Saturday February 21, 2026

Advisory ID: NCC-CSIRT-2026-005

Summary: 

Cybersecurity researchers have uncovered a stealthy tactic employed by ransomware operators that involves abusing ISPsystem VMmanager virtual machines. Threat actors, including operators of major ransomware families such as LockBit, Qilin, BlackCat/ALPHV, WantToCry, and Ursnif-linked campaigns, are arming Windows VMs via hosting providers that use VMmanager. Because early templates of these VMs reuse identical hostnames and system identifiers, attackers can camouflage malicious servers among legitimate ones and evade detection and takedown efforts. This infrastructure is then used to host and deliver ransomware payloads at scale.

Damage/Probability: Critical/High

Product(s): 

  • ISPsystem VMmanager platform, virtualization management software used by hosting providers to deploy Windows/Linux virtual machines (VMs).
  • Bulletproof hosting providers that deploy VMmanager-provisioned VMs.
  • Ransomware payload delivery infrastructure using ISPsystem VMs for hosting and C2.

Version(s): 

Affects default ISPsystem VMmanager Windows VM templates that reuse static hostnames and system identifiers, later updated to randomize hostnames.

Platform(s): 

Internet-facing virtual machines provided by hosting services leveraging ISPsystem VMmanager, used as infrastructure for ransomware and malware distribution.

Description: 

Sophos researchers observed that threat actors are using VMs provisioned via ISPsystem’s Vmmanager, a legit virtualization management platform, to host ransomware payloads and command-and-control (C2) services. The underlying issue exploited is a design weakness in default VM templates, where every new Windows VM receives the same hostname and system identifiers. This uniformity enables ransomware operators to scale infrastructure quickly while making malicious VMs appear consistent with benign ones from an automated monitoring perspective.

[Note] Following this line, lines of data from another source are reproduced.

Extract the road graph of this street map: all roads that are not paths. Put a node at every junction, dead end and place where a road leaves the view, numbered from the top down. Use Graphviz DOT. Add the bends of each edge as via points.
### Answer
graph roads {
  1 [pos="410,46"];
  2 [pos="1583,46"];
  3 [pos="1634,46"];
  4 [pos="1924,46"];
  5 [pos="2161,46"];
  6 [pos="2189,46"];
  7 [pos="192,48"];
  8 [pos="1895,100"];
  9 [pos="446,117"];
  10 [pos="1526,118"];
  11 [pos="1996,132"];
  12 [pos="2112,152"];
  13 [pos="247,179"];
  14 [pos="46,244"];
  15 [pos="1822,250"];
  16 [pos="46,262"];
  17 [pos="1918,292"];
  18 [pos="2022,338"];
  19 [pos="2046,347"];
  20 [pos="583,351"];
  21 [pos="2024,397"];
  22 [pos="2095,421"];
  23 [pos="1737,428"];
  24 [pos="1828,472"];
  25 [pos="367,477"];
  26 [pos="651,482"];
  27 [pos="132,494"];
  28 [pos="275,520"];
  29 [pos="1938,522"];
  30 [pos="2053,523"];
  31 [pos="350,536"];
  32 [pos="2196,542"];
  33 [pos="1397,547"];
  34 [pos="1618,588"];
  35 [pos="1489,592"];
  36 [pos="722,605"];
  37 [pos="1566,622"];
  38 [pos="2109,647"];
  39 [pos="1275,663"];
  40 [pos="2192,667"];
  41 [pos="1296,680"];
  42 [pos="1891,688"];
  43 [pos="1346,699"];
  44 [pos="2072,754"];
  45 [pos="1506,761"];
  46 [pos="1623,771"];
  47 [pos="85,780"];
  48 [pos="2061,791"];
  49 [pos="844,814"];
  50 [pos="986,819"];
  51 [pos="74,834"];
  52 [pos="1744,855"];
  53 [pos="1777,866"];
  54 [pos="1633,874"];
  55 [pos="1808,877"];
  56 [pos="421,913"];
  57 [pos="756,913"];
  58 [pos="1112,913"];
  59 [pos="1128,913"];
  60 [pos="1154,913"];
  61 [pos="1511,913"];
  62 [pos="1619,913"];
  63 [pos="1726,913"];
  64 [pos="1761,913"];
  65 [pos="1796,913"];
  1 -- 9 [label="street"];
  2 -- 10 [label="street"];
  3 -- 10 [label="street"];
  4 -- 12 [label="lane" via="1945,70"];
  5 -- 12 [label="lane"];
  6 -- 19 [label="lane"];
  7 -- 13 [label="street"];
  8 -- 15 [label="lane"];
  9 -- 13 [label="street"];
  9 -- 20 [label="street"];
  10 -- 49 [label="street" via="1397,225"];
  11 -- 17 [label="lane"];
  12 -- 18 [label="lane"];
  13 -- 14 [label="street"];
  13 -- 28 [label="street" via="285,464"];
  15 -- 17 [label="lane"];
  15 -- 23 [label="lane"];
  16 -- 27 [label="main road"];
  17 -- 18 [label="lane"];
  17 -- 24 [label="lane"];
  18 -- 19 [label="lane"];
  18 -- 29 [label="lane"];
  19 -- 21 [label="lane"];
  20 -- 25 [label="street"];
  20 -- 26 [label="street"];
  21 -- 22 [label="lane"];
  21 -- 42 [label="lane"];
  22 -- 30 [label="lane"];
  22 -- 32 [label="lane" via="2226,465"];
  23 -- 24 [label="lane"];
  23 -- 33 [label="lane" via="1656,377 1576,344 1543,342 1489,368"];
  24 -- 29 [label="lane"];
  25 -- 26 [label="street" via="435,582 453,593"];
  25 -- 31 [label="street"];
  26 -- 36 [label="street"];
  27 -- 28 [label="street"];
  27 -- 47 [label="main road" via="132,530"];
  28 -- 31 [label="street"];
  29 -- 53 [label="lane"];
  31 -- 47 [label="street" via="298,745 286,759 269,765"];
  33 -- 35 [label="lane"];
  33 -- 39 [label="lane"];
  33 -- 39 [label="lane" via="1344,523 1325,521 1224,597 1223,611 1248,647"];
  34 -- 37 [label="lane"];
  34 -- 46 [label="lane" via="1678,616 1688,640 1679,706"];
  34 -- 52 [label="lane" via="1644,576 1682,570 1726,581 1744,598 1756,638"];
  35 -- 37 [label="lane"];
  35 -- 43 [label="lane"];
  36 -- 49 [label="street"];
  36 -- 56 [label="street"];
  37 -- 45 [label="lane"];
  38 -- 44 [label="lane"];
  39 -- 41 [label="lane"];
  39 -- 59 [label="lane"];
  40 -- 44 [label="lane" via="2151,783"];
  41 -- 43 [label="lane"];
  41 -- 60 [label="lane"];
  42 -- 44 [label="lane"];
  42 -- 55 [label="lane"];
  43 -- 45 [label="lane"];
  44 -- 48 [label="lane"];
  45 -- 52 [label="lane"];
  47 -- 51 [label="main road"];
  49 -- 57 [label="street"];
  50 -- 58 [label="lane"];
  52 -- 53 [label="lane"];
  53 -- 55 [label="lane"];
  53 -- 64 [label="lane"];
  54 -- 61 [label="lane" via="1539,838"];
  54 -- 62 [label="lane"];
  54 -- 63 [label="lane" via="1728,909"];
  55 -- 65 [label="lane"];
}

Attackers rent these VMs through bulletproof hosting providers that are known to tolerate or actively support cybercriminal operations. These providers often ignore law enforcement or abuse reports, further complicating disruption efforts. Once provisioned, these VMs serve as a stable platform that hosts ransomware payloads, staging scripts, or C2 endpoints for major ransomware families like LockBit, Qilin, BlackCat/ALPHV, WantToCry, and Ursnif-related campaigns.

The misuse of commodity infrastructure highlights a shift in how ransomware gangs manage their infrastructure: rather than building bespoke botnets, they leverage accessible, high-bandwidth cloud resources, effectively “blending in” with legitimate network traffic.

Threat Types: 

  • Infrastructure abuse: Leveraging legitimately provisioned virtual machines for malicious payload hosting.
  • Evasion: Blending criminal infrastructure with legitimate cloud services to complicate detection and forensic attribution.
  • Ransomware delivery: Hosting and distribution of ransomware installers and C2 infrastructure.
  • Defense evasion: Use of bulletproof hosting providers that ignore abuse takedown requests.

Impacts: 

  • Ransomware campaigns gain persistent delivery infrastructure that may bypass security filters due to association with legitimate hosting platforms.
  • Shared static identifiers and broad use by multiple threat actors make it harder for defenders to rapidly identify and remove malicious VMs.
  • Ransomware operators operate a more resiliently distributed infrastructure, increasing the volume and scale of ransomware attacks globally.
  • The method supports not just ransomware but adjacent campaigns involving info-stealers and other malware families.

Solutions:  

NCC-CSIRT recommends the following mitigation steps:

  • Block traffic to known malicious hosts using threat intel.
  • Quarantine VMs with static or suspicious ISPsystem hostnames.
  • Alert on ransomware IOCs and identical-hostname VM activity.
  • Restrict outbound traffic to bulletproof hosts and unvetted VPNs.
  • Hunt for ransomware infrastructure across network logs.
  • Report abuse to hosting providers to limit malicious VMs.
  • Block ransomware-linked VM instances.
  • Detect cloud-based payload delivery via enhanced SIEM rules.
  • Coordinate with cloud providers for VM randomization and fast takedowns.